These scripts provide an easy way to get started with multinode FSDP training on EKS. It is designed to be as simple as possible, requires no data preparation, and uses a container image. If you would like to run FSDP with SLURM, please refer to README.md.
Before running this training, you'll need to create an Amazon EKS or a SageMaker HyperPod EKS cluster. Instructions can be found in 1.architectures, the aws-do-eks project, or the eks-blueprints project.
Clone this repo.
git clone https://github.com/aws-samples/awsome-distributed-training/
cd awsome-distributed-training/3.test_cases/10.FSDP
The example requires building a container. We are going to use the nccl-tests container as base. The nccl-tests container image is a prerequisite.
It can either be pulled from gallery.ecr.aws/hpc-cloud
aws ecr-public get-login-password --region us-east-1 | docker login --username AWS --password-stdin public.ecr.aws/hpc-cloud
docker pull public.ecr.aws/hpc-cloud/nccl-tests:latest
or it can be built using the code below.
pushd ../../micro-benchmarks/nccl-tests
docker build -t nccl-tests:latest -f nccl-tests.Dockerfile .
popd
It is recommended to use the public image as base. Building the base image from source can take longer than 30 min. If you decide to build your base image from source, then please change the FROM
line in the Dockerfile to your local base image, prior to building the fsdp
image.
If the envsubst utility is not available in your environment, please install it, following the instructions appropriate for your operating system.
Deploy the Kubeflow training operator
kubectl apply -k "github.com/kubeflow/training-operator/manifests/overlays/standalone?ref=v1.7.0"
Build a container image for this example using the code below:
export AWS_REGION=$(aws ec2 describe-availability-zones --output text --query 'AvailabilityZones[0].[RegionName]')

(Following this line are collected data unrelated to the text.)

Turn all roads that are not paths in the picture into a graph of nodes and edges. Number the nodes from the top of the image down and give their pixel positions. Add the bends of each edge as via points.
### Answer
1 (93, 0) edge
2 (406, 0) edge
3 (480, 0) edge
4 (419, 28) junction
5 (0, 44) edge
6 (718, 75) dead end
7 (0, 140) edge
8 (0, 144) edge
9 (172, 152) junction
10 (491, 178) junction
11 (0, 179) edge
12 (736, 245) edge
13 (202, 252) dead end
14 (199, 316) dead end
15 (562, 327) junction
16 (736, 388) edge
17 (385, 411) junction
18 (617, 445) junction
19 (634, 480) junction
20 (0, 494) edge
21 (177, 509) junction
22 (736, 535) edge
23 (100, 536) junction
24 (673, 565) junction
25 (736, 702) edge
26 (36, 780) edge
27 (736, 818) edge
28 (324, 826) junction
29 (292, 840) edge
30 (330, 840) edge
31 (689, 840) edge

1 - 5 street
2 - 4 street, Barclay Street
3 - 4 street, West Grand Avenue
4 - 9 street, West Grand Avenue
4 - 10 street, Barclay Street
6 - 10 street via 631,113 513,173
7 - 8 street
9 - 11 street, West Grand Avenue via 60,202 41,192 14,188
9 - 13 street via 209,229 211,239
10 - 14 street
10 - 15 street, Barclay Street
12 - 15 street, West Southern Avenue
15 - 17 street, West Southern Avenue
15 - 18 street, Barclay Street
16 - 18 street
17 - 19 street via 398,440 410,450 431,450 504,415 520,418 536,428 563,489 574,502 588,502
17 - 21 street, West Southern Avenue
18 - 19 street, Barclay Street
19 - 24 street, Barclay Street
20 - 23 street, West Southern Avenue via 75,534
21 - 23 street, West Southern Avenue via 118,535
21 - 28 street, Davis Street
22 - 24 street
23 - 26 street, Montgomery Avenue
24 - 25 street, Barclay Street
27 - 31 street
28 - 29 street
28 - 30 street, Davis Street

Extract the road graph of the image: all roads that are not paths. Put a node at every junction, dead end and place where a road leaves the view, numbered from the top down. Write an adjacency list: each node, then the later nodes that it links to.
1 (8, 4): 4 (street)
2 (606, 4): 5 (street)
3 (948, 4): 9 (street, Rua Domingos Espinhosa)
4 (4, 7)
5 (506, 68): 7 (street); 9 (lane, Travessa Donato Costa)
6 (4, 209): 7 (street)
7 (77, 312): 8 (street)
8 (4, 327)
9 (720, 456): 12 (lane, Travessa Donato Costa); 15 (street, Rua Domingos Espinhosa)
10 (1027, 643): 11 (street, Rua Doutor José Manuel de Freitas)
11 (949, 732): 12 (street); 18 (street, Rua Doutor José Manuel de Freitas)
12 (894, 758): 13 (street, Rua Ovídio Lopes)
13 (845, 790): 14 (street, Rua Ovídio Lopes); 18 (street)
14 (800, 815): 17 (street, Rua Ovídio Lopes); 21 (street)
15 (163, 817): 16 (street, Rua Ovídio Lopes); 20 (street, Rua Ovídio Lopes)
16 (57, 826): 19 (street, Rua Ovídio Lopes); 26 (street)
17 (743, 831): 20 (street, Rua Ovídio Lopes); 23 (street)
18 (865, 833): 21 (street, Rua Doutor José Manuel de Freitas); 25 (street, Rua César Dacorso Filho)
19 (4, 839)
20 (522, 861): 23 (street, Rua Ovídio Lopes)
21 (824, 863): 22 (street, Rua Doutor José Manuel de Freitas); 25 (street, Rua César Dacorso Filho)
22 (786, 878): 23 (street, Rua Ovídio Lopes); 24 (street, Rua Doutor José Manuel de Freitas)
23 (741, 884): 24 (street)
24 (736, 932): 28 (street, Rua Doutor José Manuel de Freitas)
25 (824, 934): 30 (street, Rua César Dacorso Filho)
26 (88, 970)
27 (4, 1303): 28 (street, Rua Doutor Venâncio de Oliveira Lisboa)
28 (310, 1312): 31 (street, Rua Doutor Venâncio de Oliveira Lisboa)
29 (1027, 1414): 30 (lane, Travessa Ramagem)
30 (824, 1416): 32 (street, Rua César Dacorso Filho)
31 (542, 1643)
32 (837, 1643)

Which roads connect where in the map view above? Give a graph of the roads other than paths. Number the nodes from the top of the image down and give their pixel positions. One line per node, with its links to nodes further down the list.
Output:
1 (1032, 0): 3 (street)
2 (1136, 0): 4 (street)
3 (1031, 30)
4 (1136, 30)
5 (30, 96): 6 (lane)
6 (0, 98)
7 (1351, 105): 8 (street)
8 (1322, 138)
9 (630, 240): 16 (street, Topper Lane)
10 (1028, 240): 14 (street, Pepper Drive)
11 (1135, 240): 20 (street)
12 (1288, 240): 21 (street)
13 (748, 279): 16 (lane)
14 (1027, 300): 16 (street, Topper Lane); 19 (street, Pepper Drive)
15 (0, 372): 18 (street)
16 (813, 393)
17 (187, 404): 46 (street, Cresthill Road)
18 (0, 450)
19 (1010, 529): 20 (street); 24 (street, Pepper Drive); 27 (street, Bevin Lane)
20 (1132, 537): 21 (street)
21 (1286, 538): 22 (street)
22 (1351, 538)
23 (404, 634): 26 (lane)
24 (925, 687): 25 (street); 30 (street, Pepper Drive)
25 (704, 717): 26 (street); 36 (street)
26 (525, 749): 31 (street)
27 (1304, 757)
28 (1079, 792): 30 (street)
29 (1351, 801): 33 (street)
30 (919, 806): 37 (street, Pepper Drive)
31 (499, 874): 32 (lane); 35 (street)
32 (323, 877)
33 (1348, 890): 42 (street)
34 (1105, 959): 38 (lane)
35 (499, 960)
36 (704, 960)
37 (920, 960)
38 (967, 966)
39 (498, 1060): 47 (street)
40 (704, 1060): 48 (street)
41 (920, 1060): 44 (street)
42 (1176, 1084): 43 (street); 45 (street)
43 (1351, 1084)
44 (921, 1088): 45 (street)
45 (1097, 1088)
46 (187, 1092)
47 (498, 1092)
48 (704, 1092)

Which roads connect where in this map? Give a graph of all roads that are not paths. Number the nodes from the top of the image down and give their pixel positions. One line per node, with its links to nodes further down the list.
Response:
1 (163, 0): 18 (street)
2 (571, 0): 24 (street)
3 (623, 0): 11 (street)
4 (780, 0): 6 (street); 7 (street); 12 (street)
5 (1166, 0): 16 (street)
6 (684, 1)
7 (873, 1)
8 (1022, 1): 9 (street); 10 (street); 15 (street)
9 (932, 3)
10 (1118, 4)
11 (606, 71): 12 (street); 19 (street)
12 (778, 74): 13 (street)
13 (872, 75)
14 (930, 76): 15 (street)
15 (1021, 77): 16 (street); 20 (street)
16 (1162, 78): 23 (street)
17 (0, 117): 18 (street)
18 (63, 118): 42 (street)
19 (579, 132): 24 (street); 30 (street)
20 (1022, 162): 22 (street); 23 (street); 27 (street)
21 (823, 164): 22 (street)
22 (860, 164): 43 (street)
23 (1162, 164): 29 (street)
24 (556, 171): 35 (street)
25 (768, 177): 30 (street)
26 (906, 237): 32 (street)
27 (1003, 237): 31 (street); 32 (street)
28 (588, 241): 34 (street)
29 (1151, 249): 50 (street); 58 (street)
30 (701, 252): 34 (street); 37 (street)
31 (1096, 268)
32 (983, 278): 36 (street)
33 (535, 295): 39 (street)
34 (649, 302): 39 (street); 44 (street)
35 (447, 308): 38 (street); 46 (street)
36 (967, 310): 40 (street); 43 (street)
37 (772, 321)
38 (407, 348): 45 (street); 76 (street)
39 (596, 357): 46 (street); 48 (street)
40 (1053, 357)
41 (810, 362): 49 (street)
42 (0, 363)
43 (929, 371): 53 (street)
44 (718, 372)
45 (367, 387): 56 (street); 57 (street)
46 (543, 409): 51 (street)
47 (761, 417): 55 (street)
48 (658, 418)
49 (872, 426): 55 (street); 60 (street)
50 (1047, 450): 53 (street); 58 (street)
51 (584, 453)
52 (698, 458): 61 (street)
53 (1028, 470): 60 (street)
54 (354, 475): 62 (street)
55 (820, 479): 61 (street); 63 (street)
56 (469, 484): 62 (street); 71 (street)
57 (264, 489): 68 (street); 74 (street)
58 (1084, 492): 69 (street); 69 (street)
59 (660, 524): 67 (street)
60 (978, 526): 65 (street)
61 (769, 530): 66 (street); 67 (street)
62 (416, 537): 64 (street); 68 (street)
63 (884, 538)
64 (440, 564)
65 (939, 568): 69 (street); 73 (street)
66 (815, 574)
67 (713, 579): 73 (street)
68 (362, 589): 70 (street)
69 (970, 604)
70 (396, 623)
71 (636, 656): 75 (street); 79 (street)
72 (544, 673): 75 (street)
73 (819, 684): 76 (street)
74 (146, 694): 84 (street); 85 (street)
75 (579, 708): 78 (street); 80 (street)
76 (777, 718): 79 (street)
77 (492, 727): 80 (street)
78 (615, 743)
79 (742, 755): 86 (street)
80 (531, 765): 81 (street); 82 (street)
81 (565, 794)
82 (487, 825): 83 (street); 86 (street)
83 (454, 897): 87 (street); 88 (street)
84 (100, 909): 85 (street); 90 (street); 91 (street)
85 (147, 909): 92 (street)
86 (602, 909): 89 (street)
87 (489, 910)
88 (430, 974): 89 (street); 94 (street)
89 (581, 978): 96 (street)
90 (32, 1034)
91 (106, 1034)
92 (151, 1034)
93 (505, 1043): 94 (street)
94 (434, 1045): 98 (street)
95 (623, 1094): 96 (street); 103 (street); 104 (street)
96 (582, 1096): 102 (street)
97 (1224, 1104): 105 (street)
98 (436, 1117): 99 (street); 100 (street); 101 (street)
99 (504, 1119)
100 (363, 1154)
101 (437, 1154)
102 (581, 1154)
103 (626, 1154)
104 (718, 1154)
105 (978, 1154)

export ACCOUNT=$(aws sts get-caller-identity --query Account --output text)
export REGISTRY=${ACCOUNT}.dkr.ecr.${AWS_REGION}.amazonaws.com/
docker build -t ${REGISTRY}fsdp:pytorch2.2 .
In this step we create a container registry if one does not exist, and push the container image to it.
# Create registry if needed
REGISTRY_COUNT=$(aws ecr describe-repositories | grep \"fsdp\" | wc -l)
if [ "$REGISTRY_COUNT" == "0" ]; then
aws ecr create-repository --repository-name fsdp
fi
# Login to registry
echo "Logging in to $REGISTRY ..."
aws ecr get-login-password | docker login --username AWS --password-stdin $REGISTRY
# Push image to registry
docker image push ${REGISTRY}fsdp:pytorch2.2
For this example, we'll be using the C4 dataset, which is several hundred gigabytes. Instead of downloading the whole thing, the create_streaming_dataloaders
function will stream the dataset from HuggingFace, so there's no data prep required for running this training.
If you'd like to instead use your own dataset, you can do so by formatting it as a HuggingFace dataset, and passing its location to the --dataset_path
argument.
Generate the Kubernetes manifest and apply it to the cluster.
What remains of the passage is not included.